The PER is the quotient between the price of the share in a stock and the basic earnings per share; this gives us a measure of how cheap or expensive a share is. The PER is based on the discount of cash flow the share promises and assumes these cash flows are constant.
The inverse of the PER is the profit the investor will obtain. More conservative investors will want to buy at a low PER, while those that are not as conservative will be willing to buy at a higher PER.
The inverse of the PER tells us the earning power we hope to obtain, if we assume the benefits of the company are not going to vary and that all the benefits are paid to us as dividends. That demanded profit should be at least the profit of the fixed rate.
The higher the interest rate, the greater the profit the investor asks for will be and therefore, the lower the PER we are willing to pay for the share will be. And the other way around, if the interest rates are low the PER will go up.
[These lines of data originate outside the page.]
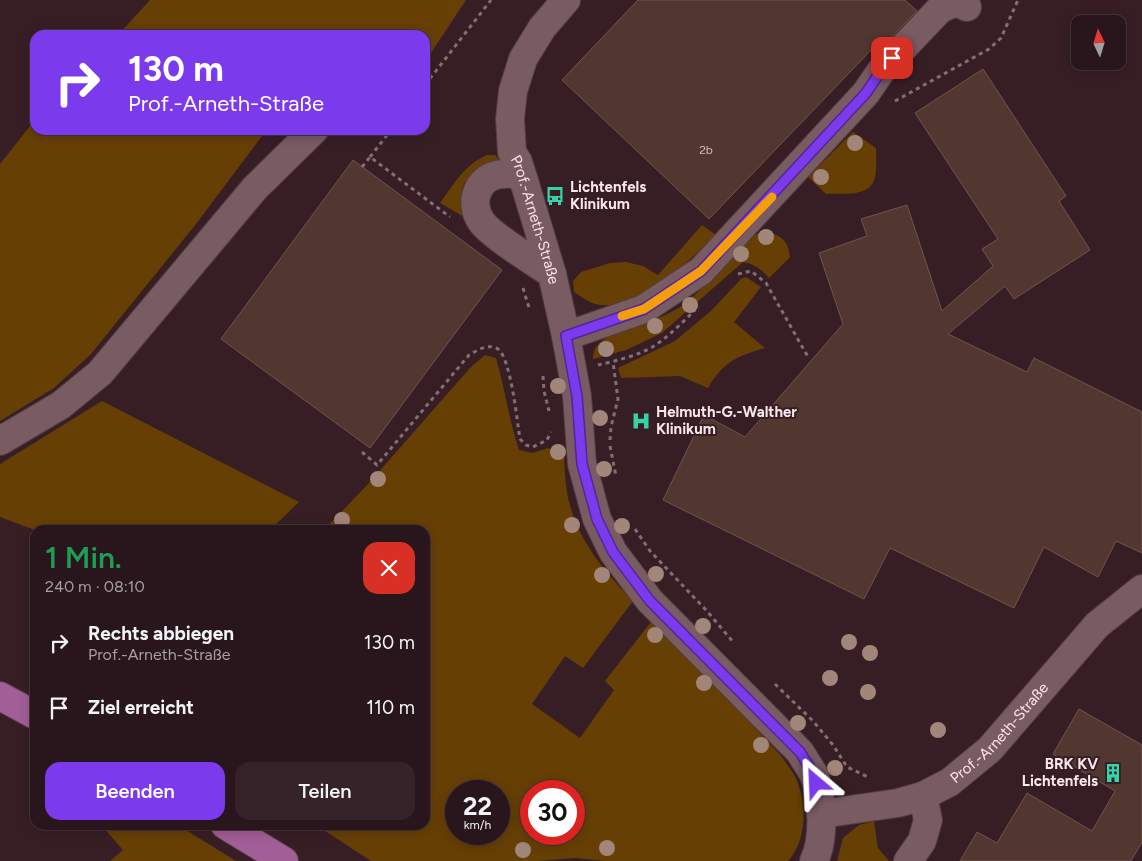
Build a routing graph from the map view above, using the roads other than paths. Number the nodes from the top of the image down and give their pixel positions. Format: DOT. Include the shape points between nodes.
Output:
graph roads {
  1 [pos="566,0"];
  2 [pos="967,7"];
  3 [pos="309,135"];
  4 [pos="524,181"];
  5 [pos="552,274"];
  6 [pos="566,336"];
  7 [pos="0,441"];
  8 [pos="1142,589"];
  9 [pos="0,696"];
  10 [pos="30,712"];
  11 [pos="923,796"];
  12 [pos="821,814"];
  13 [pos="233,830"];
  14 [pos="284,861"];
  15 [pos="814,861"];
  16 [pos="908,861"];
  1 -- 4 [label="street, Prof.-Arneth-Straße" via="542,28 523,59 513,90 510,119 512,152"];
  2 -- 6 [label="street" via="956,2 940,9 701,271 644,309"];
  3 -- 7 [label="street" via="254,188 100,373 61,405"];
  4 -- 5 [label="street, Prof.-Arneth-Straße"];
  4 -- 5 [label="street" via="515,174 497,174 482,182 475,195 475,210 482,223 494,234"];
  5 -- 6 [label="street, Prof.-Arneth-Straße"];
  6 -- 12 [label="street, Prof.-Arneth-Straße" via="577,396 582,464 597,519 613,552 650,601 800,752 813,773"];
  8 -- 11 [label="street, Prof.-Arneth-Straße" via="1097,625 990,749 950,782"];
  9 -- 10 [label="main road"];
  11 -- 12 [label="street, Prof.-Arneth-Straße" via="881,806"];
  11 -- 16 [label="street" via="928,820 922,841"];
  12 -- 15 [label="street, Prof.-Arneth-Straße" via="821,833"];
  13 -- 14 [label="main road"];
}
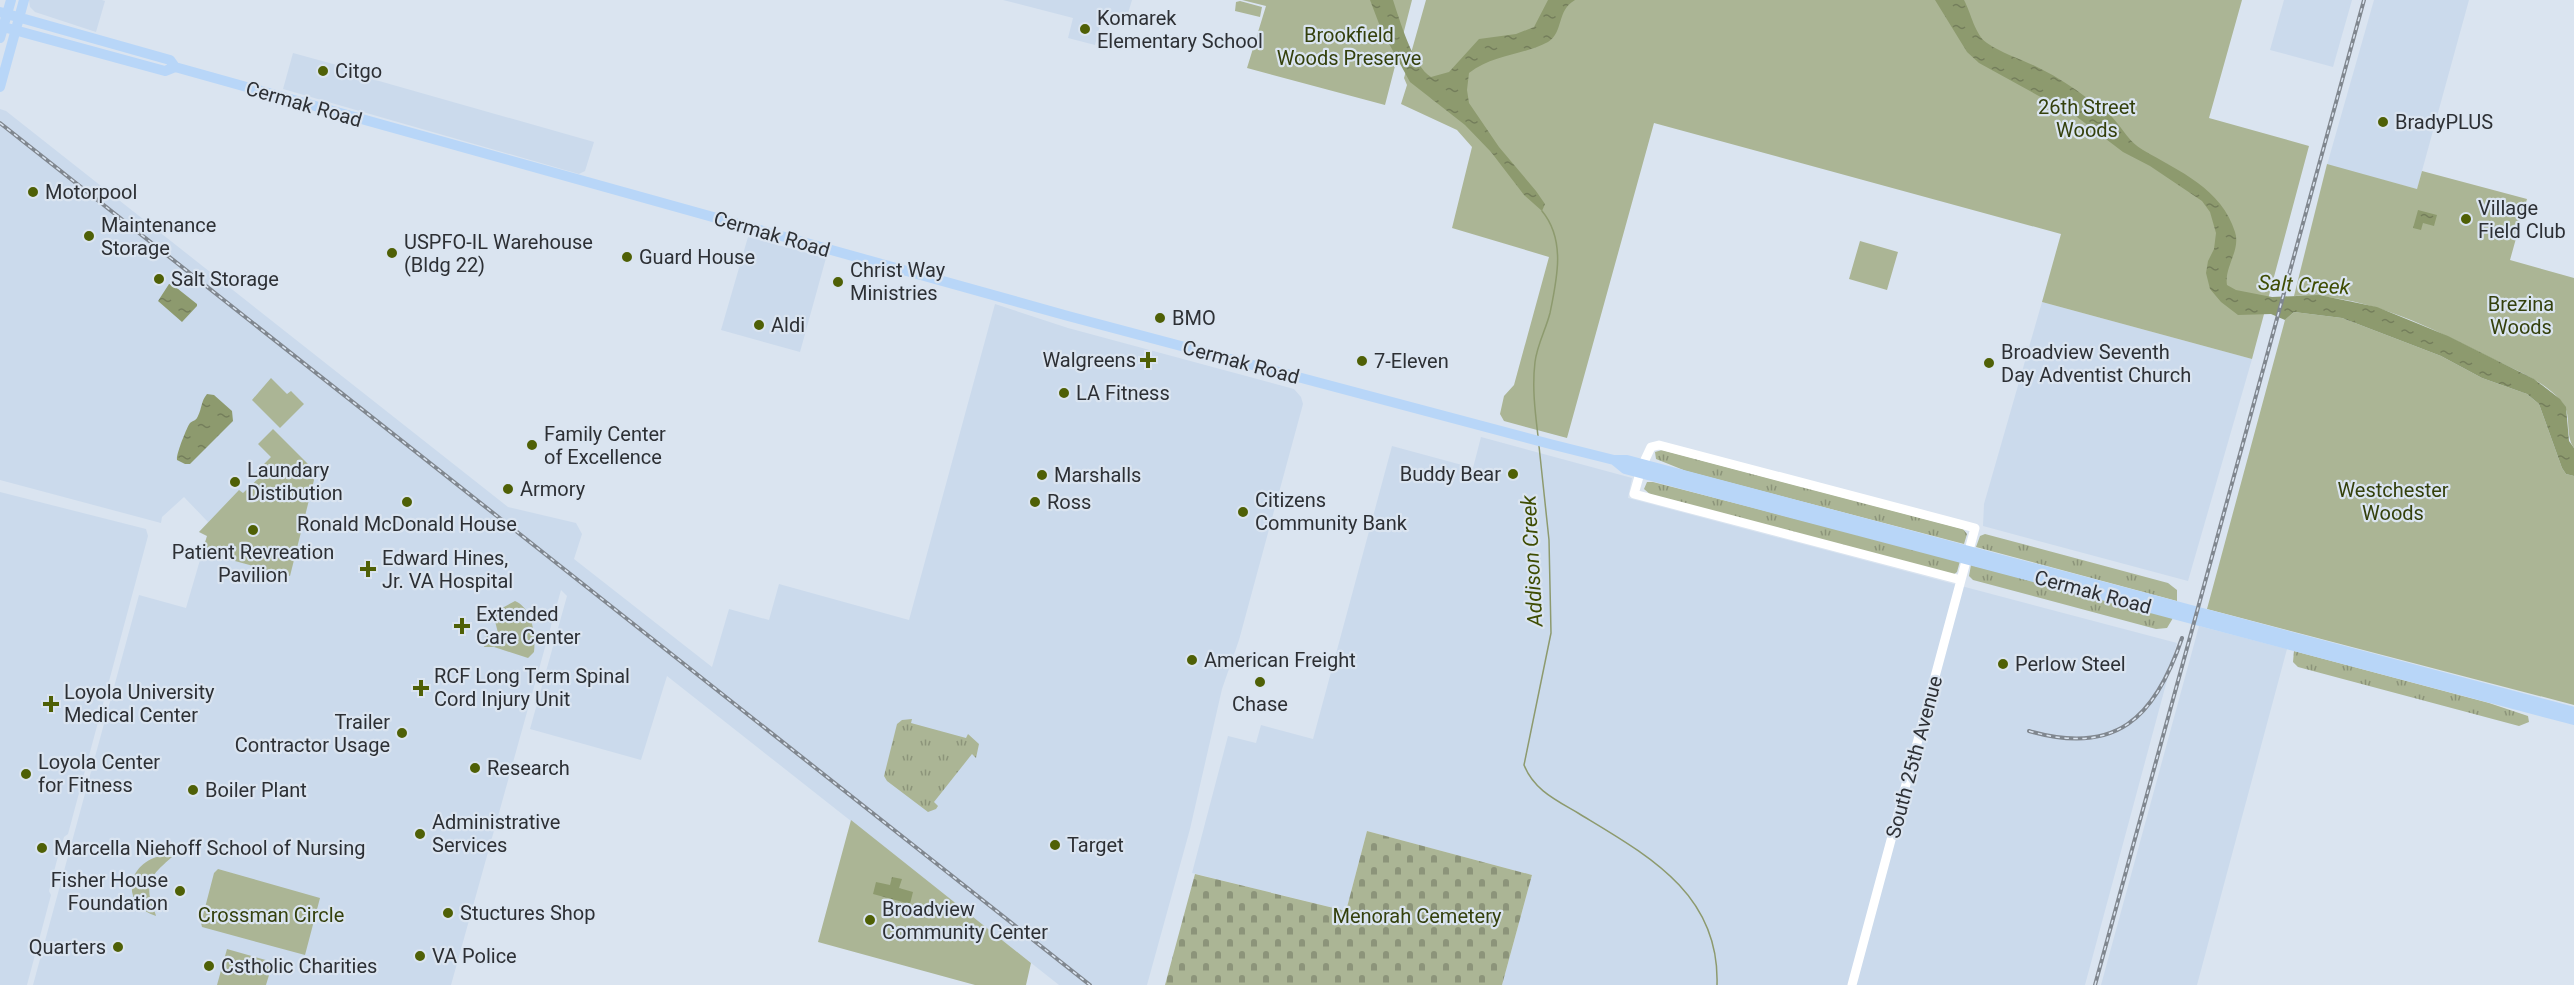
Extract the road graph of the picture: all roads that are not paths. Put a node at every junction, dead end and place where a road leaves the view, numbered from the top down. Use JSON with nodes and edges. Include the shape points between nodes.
{"nodes":[{"id":1,"x":6,"y":0,"type":"edge"},
{"id":2,"x":11,"y":0,"type":"edge"},
{"id":3,"x":26,"y":0,"type":"edge"},
{"id":4,"x":0,"y":4,"type":"edge"},
{"id":5,"x":3,"y":13,"type":"edge"},
{"id":6,"x":19,"y":18,"type":"junction"},
{"id":7,"x":59,"y":28,"type":"junction"},
{"id":8,"x":1,"y":30,"type":"edge"},
{"id":9,"x":16,"y":30,"type":"junction"},
{"id":10,"x":50,"y":40,"type":"junction"},
{"id":11,"x":176,"y":68,"type":"junction"},
{"id":12,"x":4,"y":71,"type":"junction"},
{"id":13,"x":0,"y":87,"type":"edge"},
{"id":14,"x":1642,"y":469,"type":"junction"},
{"id":15,"x":1961,"y":580,"type":"junction"},
{"id":16,"x":2317,"y":648,"type":"junction"},
{"id":17,"x":2574,"y":712,"type":"edge"},
{"id":18,"x":2574,"y":720,"type":"edge"},
{"id":19,"x":1852,"y":985,"type":"edge"}],
"edges":[{"from":1,"to":4,"type":"main road"},
{"from":2,"to":5,"type":"main road"},
{"from":3,"to":6,"type":"main road"},
{"from":3,"to":7,"type":"main road","via":[[31,11]]},
{"from":5,"to":6,"type":"main road","name":"Cermak Road"},
{"from":5,"to":8,"type":"main road"},
{"from":6,"to":7,"type":"main road","name":"Cermak Road"},
{"from":6,"to":9,"type":"main road"},
{"from":7,"to":11,"type":"main road","name":"Cermak Road","via":[[170,60]]},
{"from":8,"to":9,"type":"main road","name":"Cermak Road"},
{"from":9,"to":10,"type":"main road","name":"Cermak Road"},
{"from":9,"to":12,"type":"main road"},
{"from":10,"to":11,"type":"main road","name":"Cermak Road","via":[[165,71]]},
{"from":10,"to":12,"type":"main road","via":[[20,44]]},
{"from":11,"to":14,"type":"main road","name":"Cermak Road","via":[[1077,319],[1614,460],[1625,469]]},
{"from":12,"to":13,"type":"main road"},
{"from":14,"to":15,"type":"main road","via":[[1634,494]]},
{"from":14,"to":15,"type":"main road","name":"South 25th Avenue","via":[[1651,447],[1659,445],[1975,528]]},
{"from":14,"to":16,"type":"main road","name":"Cermak Road"},
{"from":15,"to":19,"type":"main road","name":"South 25th Avenue"},
{"from":16,"to":17,"type":"main road","name":"Cermak Road"},
{"from":16,"to":18,"type":"main road","name":"Cermak Road"}]}
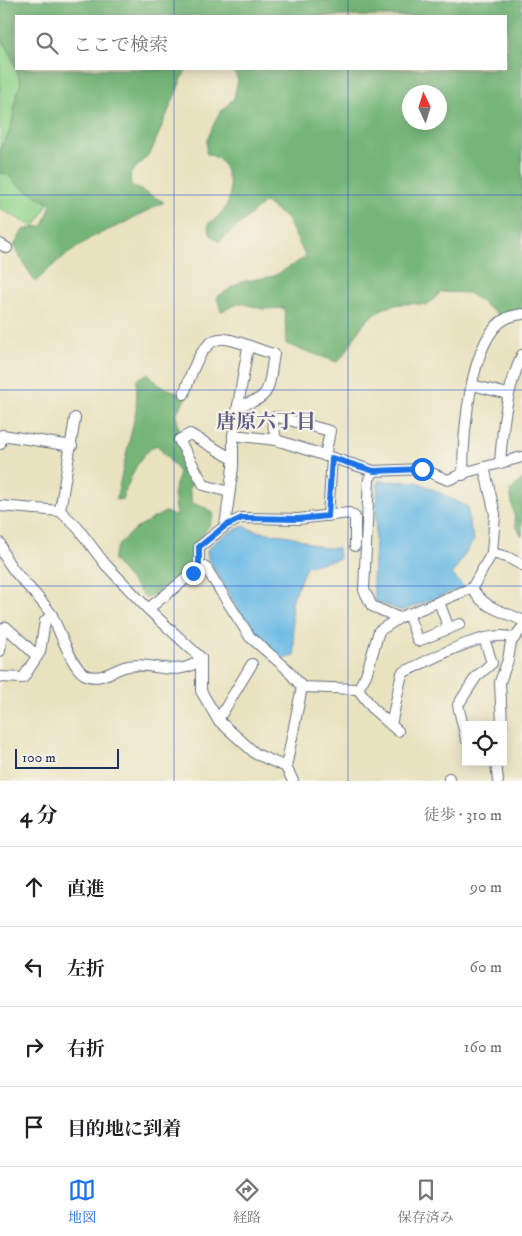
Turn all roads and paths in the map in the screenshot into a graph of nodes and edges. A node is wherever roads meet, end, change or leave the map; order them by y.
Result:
1 (522, 314) edge
2 (248, 347) junction
3 (522, 355) edge
4 (472, 385) junction
5 (184, 394) dead end
6 (508, 394) junction
7 (238, 405) junction
8 (75, 418) dead end
9 (233, 435) junction
10 (276, 440) junction
11 (0, 444) edge
12 (72, 446) junction
13 (328, 457) junction
14 (522, 457) edge
15 (233, 459) junction
16 (500, 463) junction
17 (484, 468) junction
18 (374, 471) junction
19 (462, 475) junction
20 (229, 492) junction
21 (0, 506) edge
22 (60, 511) junction
23 (328, 516) junction
24 (225, 526) junction
25 (0, 543) edge
26 (355, 546) dead end
27 (492, 553) junction
28 (199, 564) junction
29 (522, 565) edge
30 (472, 588) junction
31 (439, 602) junction
32 (148, 609) junction
33 (52, 615) junction
34 (403, 616) junction
35 (522, 620) edge
36 (460, 624) dead end
37 (448, 626) dead end
38 (522, 628) edge
39 (484, 638) junction
40 (514, 638) junction
41 (0, 651) edge
42 (37, 656) junction
43 (201, 658) junction
44 (252, 664) dead end
45 (0, 677) edge
46 (302, 687) junction
47 (358, 688) junction
48 (218, 720) junction
49 (502, 721) edge
50 (462, 722) edge
51 (496, 766) edge
52 (286, 767) junction
53 (293, 781) edge
54 (498, 781) edge

1 - 4 street
2 - 5 street
2 - 7 street
2 - 7 street
3 - 6 street
4 - 6 street
4 - 19 street
6 - 16 street
7 - 9 street
8 - 12 street
9 - 10 street
9 - 15 street
10 - 13 street
10 - 13 street
11 - 12 street
12 - 22 street
13 - 18 street
13 - 23 street
14 - 16 street
15 - 20 street
15 - 20 street
16 - 17 street
17 - 19 street
17 - 27 street
18 - 19 street
18 - 34 street
20 - 24 street
21 - 22 street
22 - 32 street
23 - 24 street
23 - 26 street
24 - 28 street
25 - 33 street
27 - 29 street
27 - 30 street
28 - 32 street
28 - 46 street
30 - 31 street
30 - 35 street
31 - 34 street
31 - 37 street
32 - 43 street
33 - 42 street
33 - 43 street
34 - 36 street
34 - 47 street
38 - 40 street
39 - 40 street
39 - 47 street
39 - 50 street
40 - 49 street
41 - 42 street
42 - 45 street
43 - 48 street
44 - 48 street
46 - 47 street
46 - 52 street
48 - 52 street
51 - 54 street
52 - 53 street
This theoretic relation has taken place in reality. During the last twelve years and in some cities that have been studied, the PER has had a strong negative correlation with the interest rates, at – 0,6 and 0,8. In other words, the interest rates have explained between 40 and 60 for 100 of the movements of the PER. The actual low interest rates explain, amongst other reasons, the high PER of the stock in our surroundings.
However the interest rates do not justify some very high PER, and it is necessary to also take into account the hoped for growth of the benefits.
The PER depends on the profit the investor demands from the stock. And this profit depends on the levels of interest rates and the risk premium the investor asks from the stock in function of a greater or lower aversion to risk. The lower the interest rate is and the least amount of risk premium, the higher PER the investors will be willing to pay.
The relation between PER and interest rates is not lineal, so this means that when the interest rates are very low, the PER varies much more then when the rates are high.
The uncertainty of the investor make the risk premium change and therefore, this changes the PER as well. The affect of the risk premium over the PER is also greater when the interest rates are low.